**What you will do:**
Every record must be copied exactly.

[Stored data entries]
========================================================================

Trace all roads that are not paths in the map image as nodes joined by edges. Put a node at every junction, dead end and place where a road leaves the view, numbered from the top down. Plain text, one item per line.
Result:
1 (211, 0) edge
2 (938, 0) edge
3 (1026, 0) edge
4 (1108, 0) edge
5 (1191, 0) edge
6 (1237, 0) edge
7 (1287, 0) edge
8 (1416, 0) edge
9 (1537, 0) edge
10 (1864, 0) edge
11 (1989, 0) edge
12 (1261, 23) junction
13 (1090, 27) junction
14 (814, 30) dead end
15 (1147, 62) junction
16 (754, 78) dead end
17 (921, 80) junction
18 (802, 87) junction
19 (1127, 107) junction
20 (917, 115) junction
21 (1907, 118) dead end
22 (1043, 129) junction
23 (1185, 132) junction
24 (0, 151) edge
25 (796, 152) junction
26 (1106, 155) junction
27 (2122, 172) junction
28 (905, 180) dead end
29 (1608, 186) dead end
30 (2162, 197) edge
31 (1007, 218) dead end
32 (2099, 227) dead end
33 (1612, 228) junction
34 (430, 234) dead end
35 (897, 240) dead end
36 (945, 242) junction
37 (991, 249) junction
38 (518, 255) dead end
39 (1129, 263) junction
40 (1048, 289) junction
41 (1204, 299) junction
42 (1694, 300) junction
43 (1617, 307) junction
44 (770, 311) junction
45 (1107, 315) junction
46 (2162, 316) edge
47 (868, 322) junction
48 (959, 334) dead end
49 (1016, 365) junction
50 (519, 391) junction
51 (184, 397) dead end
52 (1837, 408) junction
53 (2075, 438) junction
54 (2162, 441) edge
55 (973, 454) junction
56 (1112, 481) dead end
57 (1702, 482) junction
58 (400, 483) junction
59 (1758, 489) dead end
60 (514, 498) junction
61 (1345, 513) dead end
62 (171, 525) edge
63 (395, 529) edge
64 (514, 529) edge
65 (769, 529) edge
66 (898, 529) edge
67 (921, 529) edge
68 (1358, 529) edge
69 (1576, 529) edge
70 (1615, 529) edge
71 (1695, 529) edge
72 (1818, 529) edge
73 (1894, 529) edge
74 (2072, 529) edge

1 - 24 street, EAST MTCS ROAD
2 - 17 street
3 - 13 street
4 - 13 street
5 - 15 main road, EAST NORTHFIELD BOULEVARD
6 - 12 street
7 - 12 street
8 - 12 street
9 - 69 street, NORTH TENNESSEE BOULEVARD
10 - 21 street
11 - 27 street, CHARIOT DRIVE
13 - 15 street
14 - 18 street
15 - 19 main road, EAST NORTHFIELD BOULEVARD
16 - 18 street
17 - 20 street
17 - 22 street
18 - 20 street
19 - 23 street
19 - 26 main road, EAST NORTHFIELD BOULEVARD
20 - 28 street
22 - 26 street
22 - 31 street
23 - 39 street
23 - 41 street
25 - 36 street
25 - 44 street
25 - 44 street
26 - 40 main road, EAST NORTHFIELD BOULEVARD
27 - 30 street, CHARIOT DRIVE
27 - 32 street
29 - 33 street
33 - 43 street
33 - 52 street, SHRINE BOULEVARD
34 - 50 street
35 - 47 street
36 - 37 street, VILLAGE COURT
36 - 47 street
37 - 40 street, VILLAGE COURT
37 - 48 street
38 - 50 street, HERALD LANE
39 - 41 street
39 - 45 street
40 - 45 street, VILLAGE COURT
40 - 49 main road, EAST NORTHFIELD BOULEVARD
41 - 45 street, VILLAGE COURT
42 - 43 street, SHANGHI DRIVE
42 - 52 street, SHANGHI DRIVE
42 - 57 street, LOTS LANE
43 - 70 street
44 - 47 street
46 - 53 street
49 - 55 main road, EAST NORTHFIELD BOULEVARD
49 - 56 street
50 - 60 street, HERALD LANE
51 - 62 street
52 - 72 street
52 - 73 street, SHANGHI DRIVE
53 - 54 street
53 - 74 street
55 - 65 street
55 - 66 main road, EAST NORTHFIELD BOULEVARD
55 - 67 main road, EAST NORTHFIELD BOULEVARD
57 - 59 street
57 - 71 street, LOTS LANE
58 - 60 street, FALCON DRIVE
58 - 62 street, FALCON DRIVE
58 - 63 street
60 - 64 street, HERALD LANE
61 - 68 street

========================================================================

**Worked solution:**
Trace all roads that are not paths in the map image as nodes joined by edges. Put a node at every junction, dead end and place where a road leaves the view, numbered from the top down. Plain text, one item per line.
Result:
1 (211, 0) edge
2 (938, 0) edge
3 (1026, 0) edge
4 (1108, 0) edge
5 (1191, 0) edge
6 (1237, 0) edge
7 (1287, 0) edge
8 (1416, 0) edge
9 (1537, 0) edge
10 (1864, 0) edge
11 (1989, 0) edge
12 (1261, 23) junction
13 (1090, 27) junction
14 (814, 30) dead end
15 (1147, 62) junction
16 (754, 78) dead end
17 (921, 80) junction
18 (802, 87) junction
19 (1127, 107) junction
20 (917, 115) junction
21 (1907, 118) dead end
22 (1043, 129) junction
23 (1185, 132) junction
24 (0, 151) edge
25 (796, 152) junction
26 (1106, 155) junction
27 (2122, 172) junction
28 (905, 180) dead end
29 (1608, 186) dead end
30 (2162, 197) edge
31 (1007, 218) dead end
32 (2099, 227) dead end
33 (1612, 228) junction
34 (430, 234) dead end
35 (897, 240) dead end
36 (945, 242) junction
37 (991, 249) junction
38 (518, 255) dead end
39 (1129, 263) junction
40 (1048, 289) junction
41 (1204, 299) junction
42 (1694, 300) junction
43 (1617, 307) junction
44 (770, 311) junction
45 (1107, 315) junction
46 (2162, 316) edge
47 (868, 322) junction
48 (959, 334) dead end
49 (1016, 365) junction
50 (519, 391) junction
51 (184, 397) dead end
52 (1837, 408) junction
53 (2075, 438) junction
54 (2162, 441) edge
55 (973, 454) junction
56 (1112, 481) dead end
57 (1702, 482) junction
58 (400, 483) junction
59 (1758, 489) dead end
60 (514, 498) junction
61 (1345, 513) dead end
62 (171, 525) edge
63 (395, 529) edge
64 (514, 529) edge
65 (769, 529) edge
66 (898, 529) edge
67 (921, 529) edge
68 (1358, 529) edge
69 (1576, 529) edge
70 (1615, 529) edge
71 (1695, 529) edge
72 (1818, 529) edge
73 (1894, 529) edge
74 (2072, 529) edge

1 - 24 street, EAST MTCS ROAD
2 - 17 street
3 - 13 street
4 - 13 street
5 - 15 main road, EAST NORTHFIELD BOULEVARD
6 - 12 street
7 - 12 street
8 - 12 street
9 - 69 street, NORTH TENNESSEE BOULEVARD
10 - 21 street
11 - 27 street, CHARIOT DRIVE
13 - 15 street
14 - 18 street
15 - 19 main road, EAST NORTHFIELD BOULEVARD
16 - 18 street
17 - 20 street
17 - 22 street
18 - 20 street
19 - 23 street
19 - 26 main road, EAST NORTHFIELD BOULEVARD
20 - 28 street
22 - 26 street
22 - 31 street
23 - 39 street
23 - 41 street
25 - 36 street
25 - 44 street
25 - 44 street
26 - 40 main road, EAST NORTHFIELD BOULEVARD
27 - 30 street, CHARIOT DRIVE
27 - 32 street
29 - 33 street
33 - 43 street
33 - 52 street, SHRINE BOULEVARD
34 - 50 street
35 - 47 street
36 - 37 street, VILLAGE COURT
36 - 47 street
37 - 40 street, VILLAGE COURT
37 - 48 street
38 - 50 street, HERALD LANE
39 - 41 street
39 - 45 street
40 - 45 street, VILLAGE COURT
40 - 49 main road, EAST NORTHFIELD BOULEVARD
41 - 45 street, VILLAGE COURT
42 - 43 street, SHANGHI DRIVE
42 - 52 street, SHANGHI DRIVE
42 - 57 street, LOTS LANE
43 - 70 street
44 - 47 street
46 - 53 street
49 - 55 main road, EAST NORTHFIELD BOULEVARD
49 - 56 street
50 - 60 street, HERALD LANE
51 - 62 street
52 - 72 street
52 - 73 street, SHANGHI DRIVE
53 - 54 street
53 - 74 street
55 - 65 street
55 - 66 main road, EAST NORTHFIELD BOULEVARD
55 - 67 main road, EAST NORTHFIELD BOULEVARD
57 - 59 street
57 - 71 street, LOTS LANE
58 - 60 street, FALCON DRIVE
58 - 62 street, FALCON DRIVE
58 - 63 street
60 - 64 street, HERALD LANE
61 - 68 street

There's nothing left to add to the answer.